▸ Stored data entries:
※ ※ ※

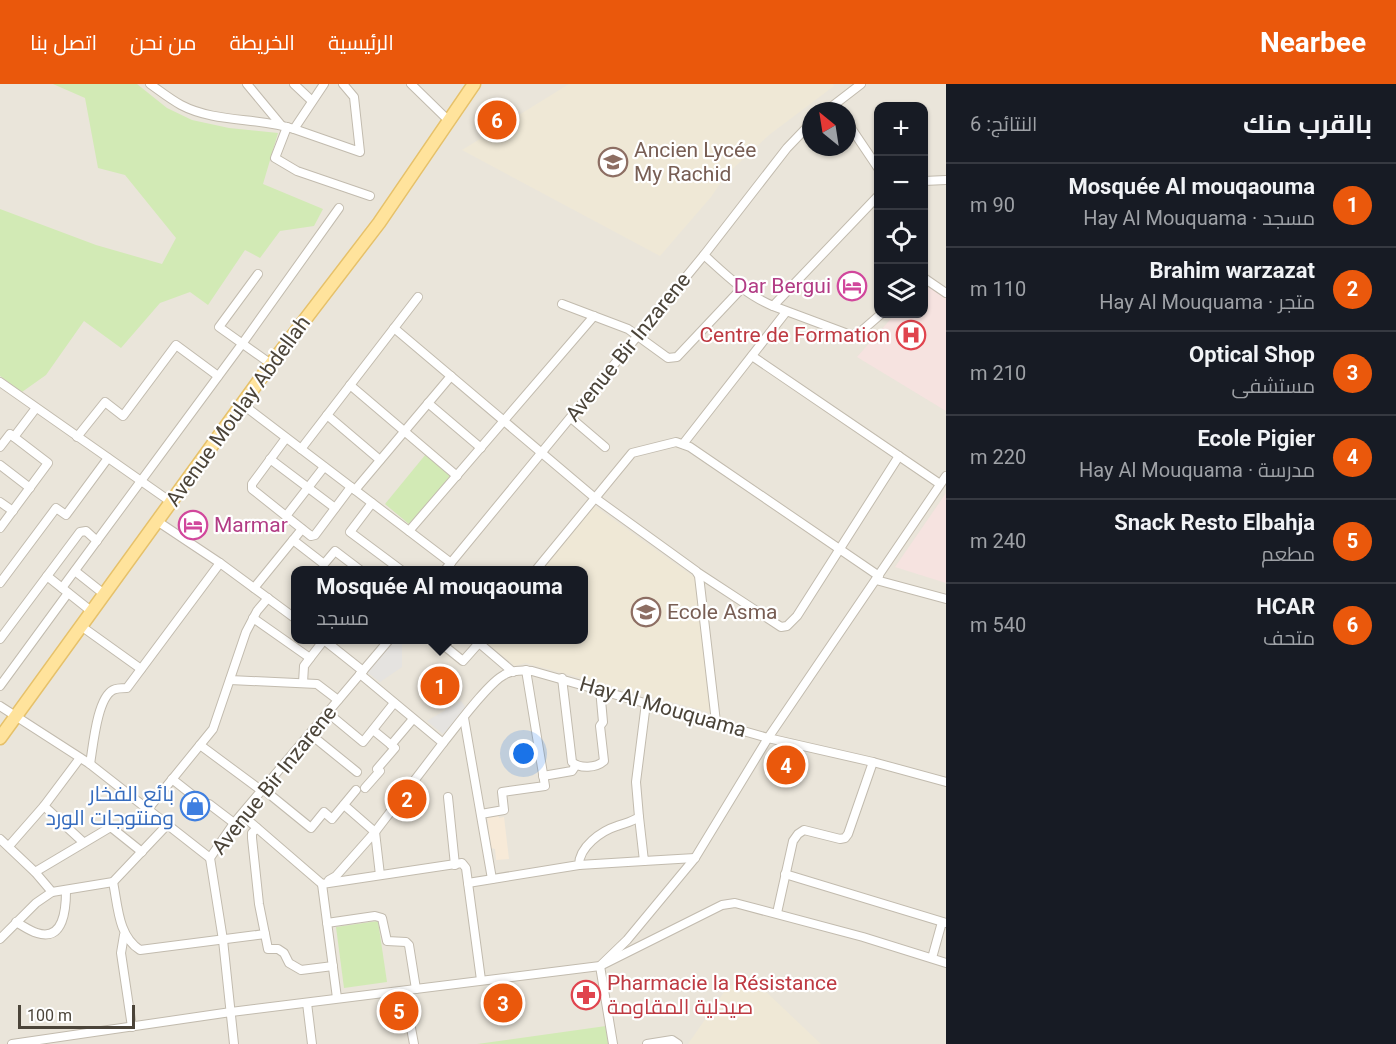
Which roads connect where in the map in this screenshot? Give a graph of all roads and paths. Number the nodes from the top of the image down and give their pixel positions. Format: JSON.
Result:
{"nodes":[{"id":1,"x":150,"y":84,"type":"edge"},
{"id":2,"x":247,"y":84,"type":"edge"},
{"id":3,"x":294,"y":84,"type":"edge"},
{"id":4,"x":324,"y":84,"type":"edge"},
{"id":5,"x":343,"y":84,"type":"edge"},
{"id":6,"x":411,"y":84,"type":"edge"},
{"id":7,"x":861,"y":84,"type":"edge"},
{"id":8,"x":471,"y":86,"type":"edge"},
{"id":9,"x":312,"y":101,"type":"junction"},
{"id":10,"x":842,"y":102,"type":"edge"},
{"id":11,"x":448,"y":120,"type":"junction"},
{"id":12,"x":287,"y":127,"type":"junction"},
{"id":13,"x":802,"y":132,"type":"edge"},
{"id":14,"x":856,"y":135,"type":"edge"},
{"id":15,"x":874,"y":161,"type":"edge"},
{"id":16,"x":946,"y":180,"type":"edge"},
{"id":17,"x":928,"y":182,"type":"edge"},
{"id":18,"x":370,"y":196,"type":"dead end"},
{"id":19,"x":874,"y":201,"type":"edge"},
{"id":20,"x":339,"y":208,"type":"dead end"},
{"id":21,"x":704,"y":255,"type":"junction"},
{"id":22,"x":258,"y":274,"type":"dead end"},
{"id":23,"x":928,"y":281,"type":"edge"},
{"id":24,"x":742,"y":288,"type":"junction"},
{"id":25,"x":946,"y":293,"type":"edge"},
{"id":26,"x":418,"y":297,"type":"dead end"},
{"id":27,"x":562,"y":304,"type":"dead end"},
{"id":28,"x":773,"y":306,"type":"junction"},
{"id":29,"x":786,"y":312,"type":"junction"},
{"id":30,"x":594,"y":315,"type":"junction"},
{"id":31,"x":876,"y":318,"type":"edge"},
{"id":32,"x":394,"y":328,"type":"junction"},
{"id":33,"x":638,"y":336,"type":"junction"},
{"id":34,"x":242,"y":344,"type":"junction"},
{"id":35,"x":752,"y":356,"type":"junction"},
{"id":36,"x":271,"y":364,"type":"junction"},
{"id":37,"x":218,"y":376,"type":"junction"},
{"id":38,"x":451,"y":376,"type":"junction"},
{"id":39,"x":1,"y":385,"type":"edge"},
{"id":40,"x":350,"y":385,"type":"junction"},
{"id":41,"x":428,"y":403,"type":"junction"},
{"id":42,"x":242,"y":404,"type":"junction"},
{"id":43,"x":36,"y":408,"type":"junction"},
{"id":44,"x":327,"y":415,"type":"junction"},
{"id":45,"x":571,"y":418,"type":"junction"},
{"id":46,"x":504,"y":421,"type":"junction"},
{"id":47,"x":405,"y":430,"type":"junction"},
{"id":48,"x":14,"y":437,"type":"junction"},
{"id":49,"x":77,"y":437,"type":"junction"},
{"id":50,"x":286,"y":438,"type":"junction"},
{"id":51,"x":683,"y":444,"type":"junction"},
{"id":52,"x":0,"y":447,"type":"edge"},
{"id":53,"x":605,"y":447,"type":"dead end"},
{"id":54,"x":481,"y":448,"type":"junction"},
{"id":55,"x":301,"y":449,"type":"junction"},
{"id":56,"x":542,"y":453,"type":"junction"},
{"id":57,"x":899,"y":456,"type":"junction"},
{"id":58,"x":108,"y":458,"type":"junction"},
{"id":59,"x":270,"y":459,"type":"junction"},
{"id":60,"x":380,"y":460,"type":"junction"},
{"id":61,"x":1,"y":467,"type":"edge"},
{"id":62,"x":324,"y":467,"type":"junction"},
{"id":63,"x":457,"y":476,"type":"junction"},
{"id":64,"x":946,"y":476,"type":"edge"},
{"id":65,"x":141,"y":481,"type":"junction"},
{"id":66,"x":940,"y":484,"type":"junction"},
{"id":67,"x":30,"y":488,"type":"junction"},
{"id":68,"x":308,"y":488,"type":"junction"},
{"id":69,"x":353,"y":488,"type":"junction"},
{"id":70,"x":595,"y":498,"type":"junction"},
{"id":71,"x":0,"y":502,"type":"edge"},
{"id":72,"x":171,"y":502,"type":"junction"},
{"id":73,"x":372,"y":503,"type":"junction"},
{"id":74,"x":335,"y":508,"type":"junction"},
{"id":75,"x":13,"y":511,"type":"junction"},
{"id":76,"x":286,"y":516,"type":"junction"},
{"id":77,"x":157,"y":520,"type":"junction"},
{"id":78,"x":0,"y":528,"type":"edge"},
{"id":79,"x":302,"y":529,"type":"junction"},
{"id":80,"x":409,"y":531,"type":"junction"},
{"id":81,"x":293,"y":540,"type":"junction"},
{"id":82,"x":97,"y":541,"type":"junction"},
{"id":83,"x":840,"y":549,"type":"junction"},
{"id":84,"x":220,"y":562,"type":"junction"},
{"id":85,"x":451,"y":563,"type":"junction"},
{"id":86,"x":355,"y":566,"type":"edge"},
{"id":87,"x":396,"y":566,"type":"edge"},
{"id":88,"x":448,"y":566,"type":"edge"},
{"id":89,"x":539,"y":566,"type":"edge"},
{"id":90,"x":75,"y":571,"type":"junction"},
{"id":91,"x":696,"y":571,"type":"junction"},
{"id":92,"x":47,"y":576,"type":"junction"},
{"id":93,"x":878,"y":578,"type":"junction"},
{"id":94,"x":0,"y":583,"type":"edge"},
{"id":95,"x":254,"y":588,"type":"junction"},
{"id":96,"x":65,"y":591,"type":"junction"},
{"id":97,"x":104,"y":594,"type":"junction"},
{"id":98,"x":268,"y":598,"type":"junction"},
{"id":99,"x":946,"y":599,"type":"edge"},
{"id":100,"x":92,"y":611,"type":"junction"},
{"id":101,"x":291,"y":615,"type":"edge"},
{"id":102,"x":253,"y":618,"type":"junction"},
{"id":103,"x":81,"y":626,"type":"junction"},
{"id":104,"x":0,"y":639,"type":"edge"},
{"id":105,"x":321,"y":644,"type":"edge"},
{"id":106,"x":329,"y":644,"type":"edge"},
{"id":107,"x":384,"y":644,"type":"edge"},
{"id":108,"x":443,"y":644,"type":"edge"},
{"id":109,"x":477,"y":644,"type":"edge"},
{"id":110,"x":482,"y":644,"type":"edge"},
{"id":111,"x":310,"y":658,"type":"junction"},
{"id":112,"x":141,"y":669,"type":"junction"},
{"id":113,"x":526,"y":670,"type":"junction"},
{"id":114,"x":361,"y":672,"type":"junction"},
{"id":115,"x":513,"y":672,"type":"junction"},
{"id":116,"x":562,"y":678,"type":"junction"},
{"id":117,"x":230,"y":680,"type":"junction"},
{"id":118,"x":303,"y":683,"type":"junction"},
{"id":119,"x":0,"y":686,"type":"edge"},
{"id":120,"x":600,"y":689,"type":"junction"},
{"id":121,"x":339,"y":700,"type":"junction"},
{"id":122,"x":394,"y":703,"type":"junction"},
{"id":123,"x":646,"y":703,"type":"junction"},
{"id":124,"x":0,"y":706,"type":"edge"},
{"id":125,"x":328,"y":712,"type":"junction"},
{"id":126,"x":15,"y":716,"type":"junction"},
{"id":127,"x":413,"y":718,"type":"junction"},
{"id":128,"x":464,"y":718,"type":"junction"},
{"id":129,"x":716,"y":722,"type":"junction"},
{"id":130,"x":373,"y":730,"type":"junction"},
{"id":131,"x":310,"y":734,"type":"junction"},
{"id":132,"x":0,"y":738,"type":"edge"},
{"id":133,"x":768,"y":738,"type":"junction"},
{"id":134,"x":442,"y":743,"type":"junction"},
{"id":135,"x":200,"y":745,"type":"junction"},
{"id":136,"x":391,"y":745,"type":"junction"},
{"id":137,"x":80,"y":758,"type":"junction"},
{"id":138,"x":873,"y":762,"type":"junction"},
{"id":139,"x":90,"y":764,"type":"junction"},
{"id":140,"x":576,"y":765,"type":"junction"},
{"id":141,"x":357,"y":772,"type":"dead end"},
{"id":142,"x":543,"y":776,"type":"junction"},
{"id":143,"x":172,"y":779,"type":"junction"},
{"id":144,"x":946,"y":782,"type":"edge"},
{"id":145,"x":263,"y":790,"type":"junction"},
{"id":146,"x":448,"y":797,"type":"dead end"},
{"id":147,"x":344,"y":805,"type":"junction"},
{"id":148,"x":44,"y":806,"type":"junction"},
{"id":149,"x":148,"y":809,"type":"junction"},
{"id":150,"x":481,"y":814,"type":"junction"},
{"id":151,"x":242,"y":815,"type":"junction"},
{"id":152,"x":639,"y":817,"type":"junction"},
{"id":153,"x":234,"y":824,"type":"junction"},
{"id":154,"x":167,"y":825,"type":"junction"},
{"id":155,"x":257,"y":828,"type":"junction"},
{"id":156,"x":375,"y":832,"type":"junction"},
{"id":157,"x":0,"y":839,"type":"edge"},
{"id":158,"x":83,"y":842,"type":"junction"},
{"id":159,"x":9,"y":846,"type":"junction"},
{"id":160,"x":142,"y":852,"type":"junction"},
{"id":161,"x":210,"y":858,"type":"junction"},
{"id":162,"x":695,"y":858,"type":"junction"},
{"id":163,"x":644,"y":861,"type":"junction"},
{"id":164,"x":455,"y":865,"type":"junction"},
{"id":165,"x":579,"y":865,"type":"junction"},
{"id":166,"x":35,"y":872,"type":"junction"},
{"id":167,"x":380,"y":874,"type":"junction"},
{"id":168,"x":785,"y":874,"type":"junction"},
{"id":169,"x":492,"y":879,"type":"junction"},
{"id":170,"x":113,"y":882,"type":"junction"},
{"id":171,"x":468,"y":883,"type":"junction"},
{"id":172,"x":322,"y":884,"type":"junction"},
{"id":173,"x":66,"y":891,"type":"junction"},
{"id":174,"x":52,"y":892,"type":"junction"},
{"id":175,"x":777,"y":913,"type":"junction"},
{"id":176,"x":16,"y":922,"type":"junction"},
{"id":177,"x":944,"y":922,"type":"edge"},
{"id":178,"x":327,"y":923,"type":"junction"},
{"id":179,"x":265,"y":934,"type":"junction"},
{"id":180,"x":124,"y":935,"type":"junction"},
{"id":181,"x":0,"y":939,"type":"edge"},
{"id":182,"x":223,"y":940,"type":"junction"},
{"id":183,"x":932,"y":958,"type":"junction"},
{"id":184,"x":946,"y":963,"type":"edge"},
{"id":185,"x":333,"y":966,"type":"junction"},
{"id":186,"x":600,"y":966,"type":"junction"},
{"id":187,"x":481,"y":980,"type":"junction"},
{"id":188,"x":416,"y":989,"type":"junction"},
{"id":189,"x":404,"y":991,"type":"junction"},
{"id":190,"x":337,"y":998,"type":"junction"},
{"id":191,"x":307,"y":1003,"type":"junction"},
{"id":192,"x":231,"y":1012,"type":"junction"},
{"id":193,"x":132,"y":1027,"type":"junction"},
{"id":194,"x":12,"y":1044,"type":"edge"},
{"id":195,"x":234,"y":1044,"type":"edge"},
{"id":196,"x":312,"y":1044,"type":"edge"},
{"id":197,"x":414,"y":1044,"type":"edge"},
{"id":198,"x":613,"y":1044,"type":"edge"},
{"id":199,"x":647,"y":1044,"type":"edge"},
{"id":200,"x":678,"y":1044,"type":"edge"}],
"edges":[{"from":1,"to":12,"type":"street"},
{"from":2,"to":12,"type":"street"},
{"from":3,"to":9,"type":"street"},
{"from":4,"to":9,"type":"street"},
{"from":5,"to":12,"type":"street"},
{"from":6,"to":11,"type":"street"},
{"from":7,"to":10,"type":"street"},
{"from":8,"to":11,"type":"main road","name":"Avenue Moulay Abdellah"},
{"from":9,"to":12,"type":"street"},
{"from":11,"to":36,"type":"main road","name":"Avenue Moulay Abdellah"},
{"from":12,"to":18,"type":"street"},
{"from":13,"to":21,"type":"street","name":"Avenue Bir Inzarene"},
{"from":14,"to":15,"type":"street"},
{"from":16,"to":17,"type":"street"},
{"from":19,"to":28,"type":"street"},
{"from":20,"to":34,"type":"street"},
{"from":21,"to":24,"type":"street"},
{"from":21,"to":33,"type":"street","name":"Avenue Bir Inzarene"},
{"from":22,"to":34,"type":"street"},
{"from":23,"to":25,"type":"street"},
{"from":24,"to":28,"type":"street"},
{"from":24,"to":33,"type":"street"},
{"from":26,"to":32,"type":"street"},
{"from":27,"to":30,"type":"street"},
{"from":28,"to":29,"type":"street"},
{"from":29,"to":31,"type":"street"},
{"from":29,"to":35,"type":"street"},
{"from":30,"to":33,"type":"street"},
{"from":30,"to":46,"type":"street"},
{"from":32,"to":38,"type":"street"},
{"from":32,"to":40,"type":"street"},
{"from":33,"to":45,"type":"street","name":"Avenue Bir Inzarene"},
{"from":34,"to":36,"type":"street"},
{"from":34,"to":37,"type":"street"},
{"from":35,"to":51,"type":"street"},
{"from":35,"to":57,"type":"street"},
{"from":36,"to":42,"type":"main road","name":"Avenue Moulay Abdellah"},
{"from":37,"to":49,"type":"street"},
{"from":37,"to":65,"type":"street"},
{"from":38,"to":41,"type":"street"},
{"from":38,"to":46,"type":"street"},
{"from":39,"to":43,"type":"street"},
{"from":40,"to":44,"type":"street"},
{"from":40,"to":47,"type":"street"},
{"from":41,"to":47,"type":"street"},
{"from":41,"to":54,"type":"street"},
{"from":42,"to":50,"type":"street"},
{"from":42,"to":72,"type":"main road","name":"Avenue Moulay Abdellah"},
{"from":43,"to":48,"type":"street"},
{"from":43,"to":49,"type":"street"},
{"from":44,"to":55,"type":"street"},
{"from":44,"to":60,"type":"street"},
{"from":45,"to":53,"type":"street"},
{"from":45,"to":56,"type":"street","name":"Avenue Bir Inzarene"},
{"from":46,"to":54,"type":"street"},
{"from":46,"to":56,"type":"street"},
{"from":47,"to":60,"type":"street"},
{"from":47,"to":63,"type":"street"},
{"from":48,"to":52,"type":"street"},
{"from":48,"to":67,"type":"street"},
{"from":49,"to":58,"type":"street"},
{"from":50,"to":55,"type":"street"},
{"from":50,"to":59,"type":"street"},
{"from":51,"to":70,"type":"street"},
{"from":51,"to":83,"type":"street"},
{"from":54,"to":63,"type":"street"},
{"from":55,"to":62,"type":"street"},
{"from":56,"to":70,"type":"street"},
{"from":56,"to":85,"type":"street","name":"Avenue Bir Inzarene"},
{"from":57,"to":66,"type":"street"},
{"from":57,"to":83,"type":"street"},
{"from":58,"to":65,"type":"street"},
{"from":58,"to":94,"type":"street"},
{"from":59,"to":68,"type":"street"},
{"from":59,"to":76,"type":"street"},
{"from":60,"to":69,"type":"street"},
{"from":61,"to":67,"type":"street"},
{"from":62,"to":68,"type":"street"},
{"from":62,"to":69,"type":"street"},
{"from":63,"to":80,"type":"street"},
{"from":64,"to":66,"type":"street"},
{"from":65,"to":72,"type":"street"},
{"from":65,"to":82,"type":"street"},
{"from":66,"to":93,"type":"street"},
{"from":67,"to":75,"type":"street"},
{"from":68,"to":74,"type":"street"},
{"from":68,"to":76,"type":"street"},
{"from":69,"to":73,"type":"street"},
{"from":69,"to":74,"type":"street"},
{"from":70,"to":89,"type":"street"},
{"from":70,"to":91,"type":"street"},
{"from":71,"to":75,"type":"street"},
{"from":72,"to":77,"type":"main road","name":"Avenue Moulay Abdellah"},
{"from":73,"to":80,"type":"street"},
{"from":73,"to":87,"type":"street"},
{"from":74,"to":79,"type":"street"},
{"from":75,"to":78,"type":"street"},
{"from":76,"to":79,"type":"street"},
{"from":77,"to":84,"type":"street"},
{"from":77,"to":97,"type":"main road","name":"Avenue Moulay Abdellah"},
{"from":79,"to":81,"type":"street"},
{"from":80,"to":85,"type":"street"},
{"from":81,"to":86,"type":"street"},
{"from":81,"to":95,"type":"street"},
{"from":82,"to":90,"type":"street"},
{"from":82,"to":92,"type":"street"},
{"from":83,"to":91,"type":"street"},
{"from":83,"to":93,"type":"street"},
{"from":84,"to":95,"type":"street"},
{"from":84,"to":112,"type":"street"},
{"from":85,"to":88,"type":"street","name":"Avenue Bir Inzarene"},
{"from":90,"to":96,"type":"street"},
{"from":90,"to":97,"type":"street"},
{"from":91,"to":129,"type":"street"},
{"from":92,"to":96,"type":"street"},
{"from":92,"to":104,"type":"street"},
{"from":93,"to":99,"type":"street"},
{"from":93,"to":133,"type":"street"},
{"from":95,"to":98,"type":"street"},
{"from":96,"to":100,"type":"street"},
{"from":96,"to":119,"type":"street"},
{"from":97,"to":100,"type":"main road","name":"Avenue Moulay Abdellah"},
{"from":98,"to":101,"type":"street"},
{"from":98,"to":102,"type":"street"},
{"from":100,"to":103,"type":"main road","name":"Avenue Moulay Abdellah"},
{"from":102,"to":111,"type":"street"},
{"from":102,"to":117,"type":"street"},
{"from":103,"to":112,"type":"street"},
{"from":103,"to":126,"type":"main road","name":"Avenue Moulay Abdellah"},
{"from":105,"to":111,"type":"street"},
{"from":106,"to":114,"type":"street"},
{"from":107,"to":114,"type":"street","name":"Avenue Bir Inzarene"},
{"from":108,"to":109,"type":"street"},
{"from":110,"to":115,"type":"street"},
{"from":111,"to":118,"type":"street"},
{"from":112,"to":139,"type":"street"},
{"from":113,"to":115,"type":"street","name":"Hay Al Mouquama"},
{"from":113,"to":116,"type":"street","name":"Hay Al Mouquama"},
{"from":113,"to":142,"type":"street"},
{"from":114,"to":121,"type":"street","name":"Avenue Bir Inzarene"},
{"from":114,"to":122,"type":"street"},
{"from":115,"to":128,"type":"street","name":"Hay Al Mouquama"},
{"from":116,"to":120,"type":"street","name":"Hay Al Mouquama"},
{"from":116,"to":140,"type":"street"},
{"from":117,"to":118,"type":"street"},
{"from":117,"to":135,"type":"street"},
{"from":118,"to":121,"type":"street"},
{"from":120,"to":123,"type":"street","name":"Hay Al Mouquama"},
{"from":120,"to":140,"type":"street"},
{"from":121,"to":125,"type":"street","name":"Avenue Bir Inzarene"},
{"from":122,"to":127,"type":"street"},
{"from":122,"to":130,"type":"street"},
{"from":123,"to":129,"type":"street","name":"Hay Al Mouquama"},
{"from":123,"to":152,"type":"street"},
{"from":124,"to":126,"type":"street"},
{"from":125,"to":130,"type":"street"},
{"from":125,"to":131,"type":"street","name":"Avenue Bir Inzarene"},
{"from":126,"to":132,"type":"main road","name":"Avenue Moulay Abdellah"},
{"from":126,"to":137,"type":"street"},
{"from":127,"to":134,"type":"street"},
{"from":127,"to":136,"type":"street"},
{"from":128,"to":134,"type":"street","name":"Hay Al Mouquama"},
{"from":128,"to":150,"type":"street"},
{"from":129,"to":133,"type":"street","name":"Hay Al Mouquama"},
{"from":130,"to":136,"type":"street"},
{"from":131,"to":141,"type":"street"},
{"from":131,"to":145,"type":"street","name":"Avenue Bir Inzarene"},
{"from":133,"to":138,"type":"street","name":"Hay Al Mouquama"},
{"from":133,"to":162,"type":"street"},
{"from":134,"to":156,"type":"street","name":"Hay Al Mouquama"},
{"from":135,"to":143,"type":"street"},
{"from":135,"to":145,"type":"street"},
{"from":136,"to":147,"type":"street"},
{"from":137,"to":139,"type":"street"},
{"from":137,"to":148,"type":"street"},
{"from":138,"to":144,"type":"street","name":"Hay Al Mouquama"},
{"from":138,"to":168,"type":"street"},
{"from":139,"to":149,"type":"street"},
{"from":140,"to":142,"type":"street"},
{"from":142,"to":150,"type":"street"},
{"from":143,"to":149,"type":"street"},
{"from":143,"to":153,"type":"street"},
{"from":145,"to":147,"type":"street"},
{"from":145,"to":151,"type":"street","name":"Avenue Bir Inzarene"},
{"from":146,"to":164,"type":"street"},
{"from":147,"to":156,"type":"street"},
{"from":148,"to":158,"type":"street"},
{"from":148,"to":159,"type":"street"},
{"from":149,"to":154,"type":"street"},
{"from":150,"to":169,"type":"street"},
{"from":151,"to":153,"type":"street","name":"Avenue Bir Inzarene"},
{"from":151,"to":155,"type":"street"},
{"from":152,"to":163,"type":"street"},
{"from":152,"to":165,"type":"street"},
{"from":153,"to":161,"type":"street","name":"Avenue Bir Inzarene"},
{"from":154,"to":160,"type":"street"},
{"from":154,"to":161,"type":"street"},
{"from":155,"to":172,"type":"street"},
{"from":155,"to":179,"type":"street"},
{"from":156,"to":167,"type":"street"},
{"from":156,"to":172,"type":"street","name":"Hay Al Mouquama"},
{"from":157,"to":159,"type":"street"},
{"from":158,"to":160,"type":"street"},
{"from":158,"to":166,"type":"street"},
{"from":159,"to":166,"type":"street"},
{"from":160,"to":170,"type":"street"},
{"from":161,"to":182,"type":"street","name":"Avenue Bir Inzarene"},
{"from":162,"to":163,"type":"street"},
{"from":162,"to":186,"type":"street"},
{"from":163,"to":165,"type":"street"},
{"from":164,"to":167,"type":"street"},
{"from":164,"to":171,"type":"street"},
{"from":165,"to":169,"type":"street"},
{"from":166,"to":174,"type":"street"},
{"from":167,"to":172,"type":"street"},
{"from":168,"to":175,"type":"street"},
{"from":168,"to":177,"type":"street"},
{"from":169,"to":171,"type":"street"},
{"from":170,"to":173,"type":"street"},
{"from":170,"to":180,"type":"street"},
{"from":171,"to":187,"type":"street"},
{"from":172,"to":178,"type":"street"},
{"from":173,"to":174,"type":"street"},
{"from":173,"to":176,"type":"street"},
{"from":174,"to":176,"type":"street"},
{"from":175,"to":183,"type":"street"},
{"from":175,"to":186,"type":"street"},
{"from":176,"to":181,"type":"street"},
{"from":177,"to":183,"type":"street"},
{"from":178,"to":185,"type":"street"},
{"from":178,"to":188,"type":"street"},
{"from":179,"to":182,"type":"street"},
{"from":179,"to":185,"type":"street"},
{"from":180,"to":182,"type":"street"},
{"from":180,"to":193,"type":"street"},
{"from":182,"to":192,"type":"street","name":"Avenue Bir Inzarene"},
{"from":183,"to":184,"type":"street"},
{"from":185,"to":190,"type":"street"},
{"from":186,"to":187,"type":"street"},
{"from":186,"to":198,"type":"street"},
{"from":187,"to":188,"type":"street"},
{"from":188,"to":189,"type":"street"},
{"from":189,"to":190,"type":"street"},
{"from":189,"to":197,"type":"street"},
{"from":190,"to":191,"type":"street"},
{"from":191,"to":192,"type":"street"},
{"from":191,"to":196,"type":"street"},
{"from":192,"to":193,"type":"street"},
{"from":192,"to":195,"type":"street","name":"Avenue Bir Inzarene"},
{"from":193,"to":194,"type":"street"},
{"from":199,"to":200,"type":"street"}]}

※ ※ ※

▸ PROBLEM DESCRIPTION: The word is "main". Copy every line above where it appears.

▸ SOLUTION TO THIS EXERCISE:
{"from":8,"to":11,"type":"main road","name":"Avenue Moulay Abdellah"},
{"from":11,"to":36,"type":"main road","name":"Avenue Moulay Abdellah"},
{"from":36,"to":42,"type":"main road","name":"Avenue Moulay Abdellah"},
{"from":42,"to":72,"type":"main road","name":"Avenue Moulay Abdellah"},
{"from":72,"to":77,"type":"main road","name":"Avenue Moulay Abdellah"},
{"from":77,"to":97,"type":"main road","name":"Avenue Moulay Abdellah"},
{"from":97,"to":100,"type":"main road","name":"Avenue Moulay Abdellah"},
{"from":100,"to":103,"type":"main road","name":"Avenue Moulay Abdellah"},
{"from":103,"to":126,"type":"main road","name":"Avenue Moulay Abdellah"},
{"from":126,"to":132,"type":"main road","name":"Avenue Moulay Abdellah"},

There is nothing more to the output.